#### The data ####

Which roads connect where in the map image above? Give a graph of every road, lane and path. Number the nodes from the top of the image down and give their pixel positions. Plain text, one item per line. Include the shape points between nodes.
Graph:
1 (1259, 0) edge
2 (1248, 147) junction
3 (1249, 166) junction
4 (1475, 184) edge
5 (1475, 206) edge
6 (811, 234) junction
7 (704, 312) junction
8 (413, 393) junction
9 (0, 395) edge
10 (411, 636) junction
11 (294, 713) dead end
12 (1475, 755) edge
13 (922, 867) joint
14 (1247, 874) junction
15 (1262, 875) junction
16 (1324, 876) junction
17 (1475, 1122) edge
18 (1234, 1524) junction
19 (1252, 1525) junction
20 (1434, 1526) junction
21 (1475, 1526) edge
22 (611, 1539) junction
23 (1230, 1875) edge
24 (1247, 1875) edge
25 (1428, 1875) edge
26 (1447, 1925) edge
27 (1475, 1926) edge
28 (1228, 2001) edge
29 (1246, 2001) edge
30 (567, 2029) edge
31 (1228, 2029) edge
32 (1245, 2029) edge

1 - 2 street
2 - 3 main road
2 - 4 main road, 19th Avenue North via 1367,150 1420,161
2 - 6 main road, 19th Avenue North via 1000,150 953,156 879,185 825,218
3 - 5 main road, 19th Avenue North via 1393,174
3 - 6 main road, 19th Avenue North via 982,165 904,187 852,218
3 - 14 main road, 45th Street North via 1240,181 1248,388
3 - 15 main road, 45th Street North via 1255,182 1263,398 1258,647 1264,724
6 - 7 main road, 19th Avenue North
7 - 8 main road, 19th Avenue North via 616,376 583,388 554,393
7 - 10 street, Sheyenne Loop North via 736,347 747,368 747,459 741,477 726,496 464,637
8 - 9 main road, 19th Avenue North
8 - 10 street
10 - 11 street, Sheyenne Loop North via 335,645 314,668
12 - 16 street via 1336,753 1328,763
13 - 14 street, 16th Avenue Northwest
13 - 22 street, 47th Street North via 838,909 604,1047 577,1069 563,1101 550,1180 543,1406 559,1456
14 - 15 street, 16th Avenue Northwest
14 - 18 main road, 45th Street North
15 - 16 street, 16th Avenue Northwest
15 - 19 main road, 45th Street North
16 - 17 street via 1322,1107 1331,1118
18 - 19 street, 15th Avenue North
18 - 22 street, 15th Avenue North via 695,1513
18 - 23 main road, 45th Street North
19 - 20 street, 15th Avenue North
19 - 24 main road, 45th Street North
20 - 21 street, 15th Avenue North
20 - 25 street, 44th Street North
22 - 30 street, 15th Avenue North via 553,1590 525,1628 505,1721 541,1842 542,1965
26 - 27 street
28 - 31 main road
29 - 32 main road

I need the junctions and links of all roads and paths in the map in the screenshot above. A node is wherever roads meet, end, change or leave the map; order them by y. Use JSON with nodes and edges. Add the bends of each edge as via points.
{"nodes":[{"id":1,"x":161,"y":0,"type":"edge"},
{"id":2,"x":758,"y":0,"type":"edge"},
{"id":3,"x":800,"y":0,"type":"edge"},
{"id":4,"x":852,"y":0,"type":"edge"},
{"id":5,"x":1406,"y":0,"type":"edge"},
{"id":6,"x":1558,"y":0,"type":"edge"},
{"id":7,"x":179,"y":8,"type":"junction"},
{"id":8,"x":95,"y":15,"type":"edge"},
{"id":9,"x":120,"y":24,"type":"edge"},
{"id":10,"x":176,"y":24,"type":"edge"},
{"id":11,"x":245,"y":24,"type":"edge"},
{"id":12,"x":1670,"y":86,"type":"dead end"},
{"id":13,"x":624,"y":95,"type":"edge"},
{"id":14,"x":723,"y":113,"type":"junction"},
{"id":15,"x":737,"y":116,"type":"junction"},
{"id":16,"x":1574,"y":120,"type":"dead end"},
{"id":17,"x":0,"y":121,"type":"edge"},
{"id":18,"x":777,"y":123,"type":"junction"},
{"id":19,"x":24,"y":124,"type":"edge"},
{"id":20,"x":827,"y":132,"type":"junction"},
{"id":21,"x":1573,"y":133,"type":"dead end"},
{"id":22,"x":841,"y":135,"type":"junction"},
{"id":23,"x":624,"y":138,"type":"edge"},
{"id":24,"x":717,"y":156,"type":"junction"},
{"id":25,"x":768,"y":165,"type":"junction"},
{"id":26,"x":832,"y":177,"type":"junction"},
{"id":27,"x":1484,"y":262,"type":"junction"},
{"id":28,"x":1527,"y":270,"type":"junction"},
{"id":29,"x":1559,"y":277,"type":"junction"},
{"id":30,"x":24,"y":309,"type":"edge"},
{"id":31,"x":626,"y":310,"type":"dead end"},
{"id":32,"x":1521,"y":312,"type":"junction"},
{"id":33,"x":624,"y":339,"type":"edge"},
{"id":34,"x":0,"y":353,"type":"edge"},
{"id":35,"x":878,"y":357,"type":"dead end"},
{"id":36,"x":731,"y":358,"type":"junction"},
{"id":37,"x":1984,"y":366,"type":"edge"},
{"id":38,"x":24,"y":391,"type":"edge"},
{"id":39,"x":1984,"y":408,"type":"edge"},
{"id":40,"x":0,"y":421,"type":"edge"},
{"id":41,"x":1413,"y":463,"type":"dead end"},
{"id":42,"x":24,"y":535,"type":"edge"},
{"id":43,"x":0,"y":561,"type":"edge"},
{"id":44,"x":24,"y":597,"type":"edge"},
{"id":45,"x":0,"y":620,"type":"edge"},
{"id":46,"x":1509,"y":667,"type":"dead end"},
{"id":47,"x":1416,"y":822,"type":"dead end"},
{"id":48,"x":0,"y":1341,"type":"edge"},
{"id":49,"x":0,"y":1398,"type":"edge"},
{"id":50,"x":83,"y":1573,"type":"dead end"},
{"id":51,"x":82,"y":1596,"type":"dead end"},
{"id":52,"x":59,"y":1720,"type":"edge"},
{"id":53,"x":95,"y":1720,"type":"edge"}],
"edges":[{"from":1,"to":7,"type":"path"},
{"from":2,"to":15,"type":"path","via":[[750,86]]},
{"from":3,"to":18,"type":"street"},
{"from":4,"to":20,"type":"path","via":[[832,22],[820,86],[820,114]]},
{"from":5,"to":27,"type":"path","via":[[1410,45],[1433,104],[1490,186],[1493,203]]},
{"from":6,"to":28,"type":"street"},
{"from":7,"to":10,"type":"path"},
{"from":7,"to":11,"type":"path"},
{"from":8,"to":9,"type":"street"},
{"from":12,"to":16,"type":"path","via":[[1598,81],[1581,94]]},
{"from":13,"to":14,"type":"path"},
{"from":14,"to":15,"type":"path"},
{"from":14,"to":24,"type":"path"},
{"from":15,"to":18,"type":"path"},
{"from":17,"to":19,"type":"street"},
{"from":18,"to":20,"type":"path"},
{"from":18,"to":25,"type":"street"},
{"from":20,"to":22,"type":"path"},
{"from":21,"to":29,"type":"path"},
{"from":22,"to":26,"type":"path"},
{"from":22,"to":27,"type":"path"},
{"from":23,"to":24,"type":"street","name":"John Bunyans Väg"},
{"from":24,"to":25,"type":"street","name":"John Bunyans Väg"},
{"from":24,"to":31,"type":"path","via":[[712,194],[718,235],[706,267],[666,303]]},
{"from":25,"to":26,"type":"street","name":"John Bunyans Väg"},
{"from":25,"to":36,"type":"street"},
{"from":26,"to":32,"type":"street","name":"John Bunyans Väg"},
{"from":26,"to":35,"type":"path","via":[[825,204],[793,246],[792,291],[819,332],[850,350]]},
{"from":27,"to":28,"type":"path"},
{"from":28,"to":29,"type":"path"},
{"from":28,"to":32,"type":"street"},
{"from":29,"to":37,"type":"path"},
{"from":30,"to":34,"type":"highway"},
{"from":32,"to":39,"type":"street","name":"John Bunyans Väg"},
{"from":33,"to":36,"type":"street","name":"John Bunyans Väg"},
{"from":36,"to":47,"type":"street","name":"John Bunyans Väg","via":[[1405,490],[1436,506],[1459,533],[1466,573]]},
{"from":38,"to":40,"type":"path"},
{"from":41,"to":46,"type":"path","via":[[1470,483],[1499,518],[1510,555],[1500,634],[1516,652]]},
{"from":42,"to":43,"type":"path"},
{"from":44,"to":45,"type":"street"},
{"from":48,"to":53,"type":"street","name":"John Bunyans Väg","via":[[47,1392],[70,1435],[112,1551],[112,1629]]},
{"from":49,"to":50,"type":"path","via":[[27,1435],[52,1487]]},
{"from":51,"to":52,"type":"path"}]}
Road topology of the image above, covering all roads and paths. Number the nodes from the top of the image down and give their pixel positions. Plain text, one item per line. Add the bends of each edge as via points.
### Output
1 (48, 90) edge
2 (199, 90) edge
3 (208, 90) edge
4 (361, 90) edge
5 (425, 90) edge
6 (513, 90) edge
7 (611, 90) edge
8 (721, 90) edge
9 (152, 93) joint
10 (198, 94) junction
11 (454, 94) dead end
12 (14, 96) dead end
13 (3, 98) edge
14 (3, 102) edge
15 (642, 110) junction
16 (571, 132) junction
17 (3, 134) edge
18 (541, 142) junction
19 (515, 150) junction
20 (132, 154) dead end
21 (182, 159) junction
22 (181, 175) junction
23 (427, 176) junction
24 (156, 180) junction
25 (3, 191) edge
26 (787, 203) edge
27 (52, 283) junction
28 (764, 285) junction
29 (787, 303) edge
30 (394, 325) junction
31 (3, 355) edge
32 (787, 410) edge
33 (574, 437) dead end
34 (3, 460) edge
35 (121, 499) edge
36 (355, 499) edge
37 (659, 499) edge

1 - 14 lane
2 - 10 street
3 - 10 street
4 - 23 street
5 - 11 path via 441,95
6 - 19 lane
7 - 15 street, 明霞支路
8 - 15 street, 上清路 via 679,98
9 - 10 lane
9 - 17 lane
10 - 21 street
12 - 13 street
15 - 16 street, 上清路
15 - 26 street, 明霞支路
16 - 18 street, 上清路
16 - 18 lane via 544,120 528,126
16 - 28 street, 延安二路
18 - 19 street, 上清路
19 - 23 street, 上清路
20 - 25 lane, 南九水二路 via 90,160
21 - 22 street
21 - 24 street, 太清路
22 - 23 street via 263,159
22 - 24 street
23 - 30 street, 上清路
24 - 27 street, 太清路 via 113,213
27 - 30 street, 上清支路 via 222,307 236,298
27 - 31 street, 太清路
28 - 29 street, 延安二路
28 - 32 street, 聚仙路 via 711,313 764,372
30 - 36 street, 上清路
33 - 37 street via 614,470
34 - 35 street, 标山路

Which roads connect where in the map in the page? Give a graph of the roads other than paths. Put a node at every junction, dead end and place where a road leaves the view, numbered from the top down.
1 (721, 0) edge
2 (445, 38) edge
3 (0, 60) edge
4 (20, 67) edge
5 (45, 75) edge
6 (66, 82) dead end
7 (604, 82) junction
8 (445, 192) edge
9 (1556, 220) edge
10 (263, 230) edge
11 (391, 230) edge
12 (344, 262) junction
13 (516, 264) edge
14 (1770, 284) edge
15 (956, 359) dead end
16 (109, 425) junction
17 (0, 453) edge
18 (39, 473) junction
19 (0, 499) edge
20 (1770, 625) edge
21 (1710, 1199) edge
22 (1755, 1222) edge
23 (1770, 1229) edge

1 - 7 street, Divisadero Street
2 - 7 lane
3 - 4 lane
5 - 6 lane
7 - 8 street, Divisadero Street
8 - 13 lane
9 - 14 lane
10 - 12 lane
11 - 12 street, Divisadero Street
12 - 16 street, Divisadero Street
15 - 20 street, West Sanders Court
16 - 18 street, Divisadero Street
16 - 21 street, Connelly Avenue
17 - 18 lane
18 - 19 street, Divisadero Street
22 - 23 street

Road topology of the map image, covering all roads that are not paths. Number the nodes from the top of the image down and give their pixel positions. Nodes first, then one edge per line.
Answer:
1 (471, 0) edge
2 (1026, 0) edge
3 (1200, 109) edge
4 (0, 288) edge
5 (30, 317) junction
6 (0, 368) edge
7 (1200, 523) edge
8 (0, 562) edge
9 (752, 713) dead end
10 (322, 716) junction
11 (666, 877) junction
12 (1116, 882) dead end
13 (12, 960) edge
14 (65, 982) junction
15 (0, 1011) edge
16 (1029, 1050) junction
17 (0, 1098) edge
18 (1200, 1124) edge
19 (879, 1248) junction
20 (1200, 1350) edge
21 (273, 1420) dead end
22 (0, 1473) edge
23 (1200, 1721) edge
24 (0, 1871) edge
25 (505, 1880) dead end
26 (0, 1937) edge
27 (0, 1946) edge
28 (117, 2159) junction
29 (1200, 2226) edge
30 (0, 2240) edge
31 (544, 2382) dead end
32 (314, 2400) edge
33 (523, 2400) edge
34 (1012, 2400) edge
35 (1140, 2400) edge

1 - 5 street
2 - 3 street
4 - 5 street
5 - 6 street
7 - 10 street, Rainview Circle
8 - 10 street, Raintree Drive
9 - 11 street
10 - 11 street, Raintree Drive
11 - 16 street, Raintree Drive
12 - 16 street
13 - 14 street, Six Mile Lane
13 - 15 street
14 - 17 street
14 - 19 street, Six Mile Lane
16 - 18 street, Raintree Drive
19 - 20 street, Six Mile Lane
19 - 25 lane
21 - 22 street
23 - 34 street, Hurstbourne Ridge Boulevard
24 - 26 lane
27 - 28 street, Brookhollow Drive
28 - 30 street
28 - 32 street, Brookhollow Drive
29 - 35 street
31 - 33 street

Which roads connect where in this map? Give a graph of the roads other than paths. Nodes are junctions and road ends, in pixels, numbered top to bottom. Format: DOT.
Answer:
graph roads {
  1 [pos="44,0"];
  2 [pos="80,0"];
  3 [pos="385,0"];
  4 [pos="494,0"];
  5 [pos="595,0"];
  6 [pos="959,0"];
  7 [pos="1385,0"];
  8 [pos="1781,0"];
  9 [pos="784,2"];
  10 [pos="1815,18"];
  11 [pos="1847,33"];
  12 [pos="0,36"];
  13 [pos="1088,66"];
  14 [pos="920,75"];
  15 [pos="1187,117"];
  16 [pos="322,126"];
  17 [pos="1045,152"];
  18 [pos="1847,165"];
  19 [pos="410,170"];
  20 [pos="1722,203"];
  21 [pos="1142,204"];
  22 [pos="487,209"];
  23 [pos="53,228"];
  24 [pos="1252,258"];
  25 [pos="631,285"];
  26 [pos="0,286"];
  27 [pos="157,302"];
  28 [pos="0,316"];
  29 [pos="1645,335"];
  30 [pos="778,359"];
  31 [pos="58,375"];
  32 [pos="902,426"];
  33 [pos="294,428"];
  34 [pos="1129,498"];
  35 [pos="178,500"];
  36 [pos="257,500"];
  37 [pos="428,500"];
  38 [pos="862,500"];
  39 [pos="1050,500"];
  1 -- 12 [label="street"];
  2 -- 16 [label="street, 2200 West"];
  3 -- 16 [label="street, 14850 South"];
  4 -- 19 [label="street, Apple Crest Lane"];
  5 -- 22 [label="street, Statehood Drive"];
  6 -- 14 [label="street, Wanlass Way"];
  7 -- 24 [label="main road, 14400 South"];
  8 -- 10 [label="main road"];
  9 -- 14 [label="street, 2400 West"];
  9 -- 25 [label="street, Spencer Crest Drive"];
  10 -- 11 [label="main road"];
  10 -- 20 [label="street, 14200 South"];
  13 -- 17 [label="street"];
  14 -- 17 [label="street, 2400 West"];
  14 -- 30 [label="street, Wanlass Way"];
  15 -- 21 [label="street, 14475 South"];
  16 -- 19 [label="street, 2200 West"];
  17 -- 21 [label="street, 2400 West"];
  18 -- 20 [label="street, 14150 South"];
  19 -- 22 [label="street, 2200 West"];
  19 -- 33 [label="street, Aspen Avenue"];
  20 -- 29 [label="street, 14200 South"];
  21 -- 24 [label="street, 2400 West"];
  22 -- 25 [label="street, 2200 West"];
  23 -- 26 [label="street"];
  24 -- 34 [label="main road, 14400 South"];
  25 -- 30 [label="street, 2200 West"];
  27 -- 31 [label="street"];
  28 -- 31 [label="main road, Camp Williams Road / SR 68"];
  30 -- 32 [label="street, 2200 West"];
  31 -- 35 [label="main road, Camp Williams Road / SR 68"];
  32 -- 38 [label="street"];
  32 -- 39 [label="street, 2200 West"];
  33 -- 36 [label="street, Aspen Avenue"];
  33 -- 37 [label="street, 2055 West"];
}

####

*What you have to do:* A single number is expected: the count of lines in the entries that carry the string "name".

*Task response:* 8